*Brief:*
The whole listing should come back exactly as written, except for the pictures.

:: Data

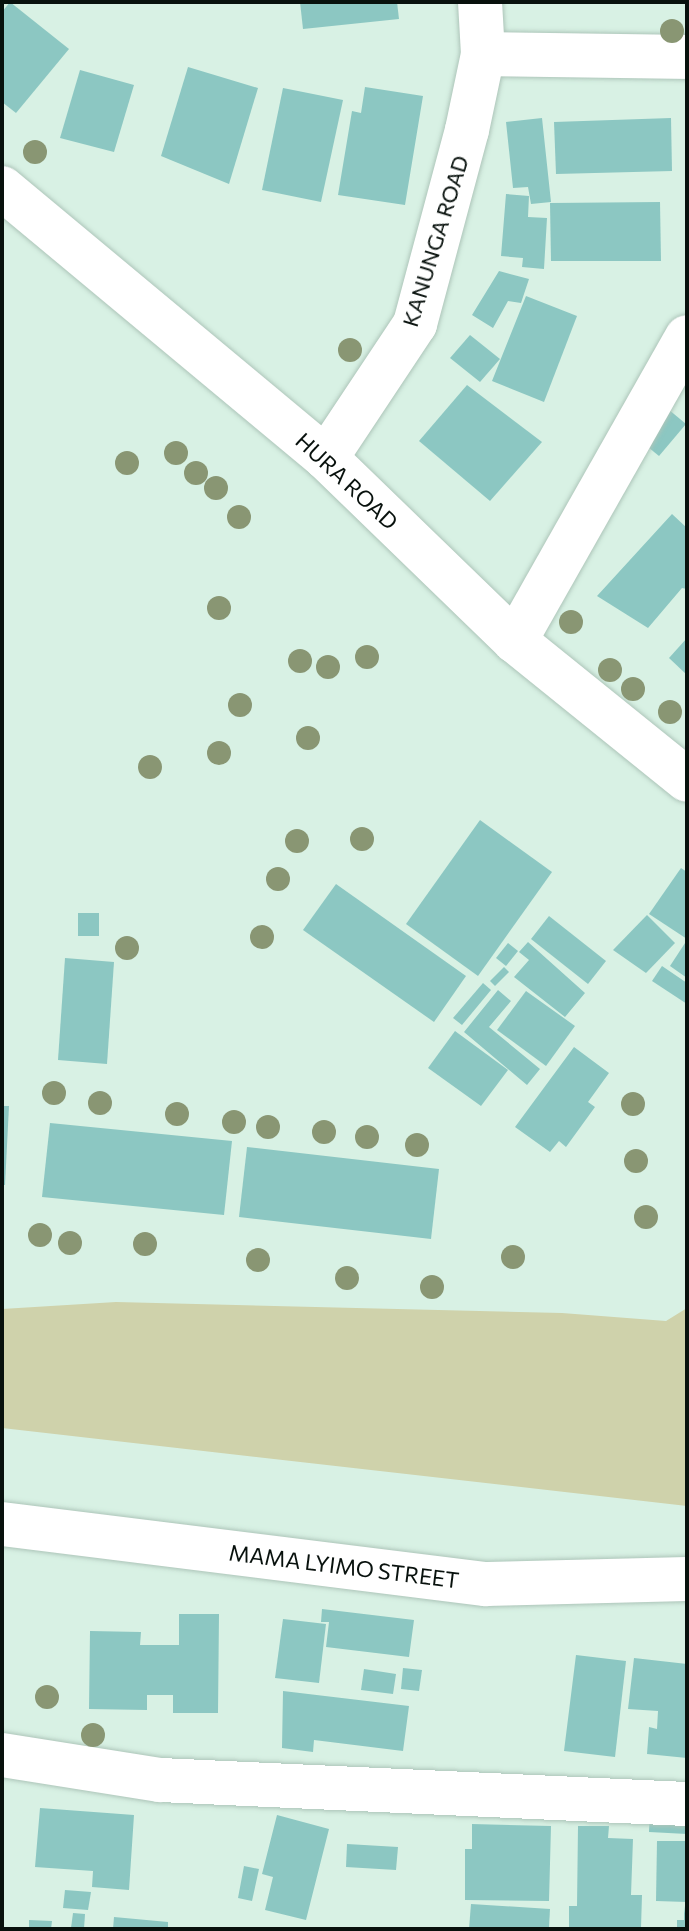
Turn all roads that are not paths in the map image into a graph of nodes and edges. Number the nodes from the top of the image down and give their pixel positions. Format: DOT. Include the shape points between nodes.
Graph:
graph roads {
  1 [pos="480,2"];
  2 [pos="483,54"];
  3 [pos="687,57"];
  4 [pos="2,188"];
  5 [pos="687,337"];
  6 [pos="326,458"];
  7 [pos="515,641"];
  8 [pos="687,780"];
  9 [pos="2,1524"];
  10 [pos="687,1579"];
  11 [pos="2,1755"];
  12 [pos="687,1804"];
  1 -- 2 [label="street, KANUNGA ROAD"];
  2 -- 3 [label="street"];
  2 -- 6 [label="street, KANUNGA ROAD" via="415,324"];
  4 -- 6 [label="street, HURA ROAD"];
  5 -- 7 [label="street"];
  6 -- 7 [label="street, HURA ROAD"];
  7 -- 8 [label="street, HURA ROAD"];
  9 -- 10 [label="street, MAMA LYIMO STREET" via="485,1584"];
  11 -- 12 [label="street" via="160,1780"];
}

::::

*Response area:*
Turn all roads that are not paths in the map image into a graph of nodes and edges. Number the nodes from the top of the image down and give their pixel positions. Format: DOT. Include the shape points between nodes.
Graph:
graph roads {
  1 [pos="480,2"];
  2 [pos="483,54"];
  3 [pos="687,57"];
  4 [pos="2,188"];
  5 [pos="687,337"];
  6 [pos="326,458"];
  7 [pos="515,641"];
  8 [pos="687,780"];
  9 [pos="2,1524"];
  10 [pos="687,1579"];
  11 [pos="2,1755"];
  12 [pos="687,1804"];
  1 -- 2 [label="street, KANUNGA ROAD"];
  2 -- 3 [label="street"];
  2 -- 6 [label="street, KANUNGA ROAD" via="415,324"];
  4 -- 6 [label="street, HURA ROAD"];
  5 -- 7 [label="street"];
  6 -- 7 [label="street, HURA ROAD"];
  7 -- 8 [label="street, HURA ROAD"];
  9 -- 10 [label="street, MAMA LYIMO STREET" via="485,1584"];
  11 -- 12 [label="street" via="160,1780"];
}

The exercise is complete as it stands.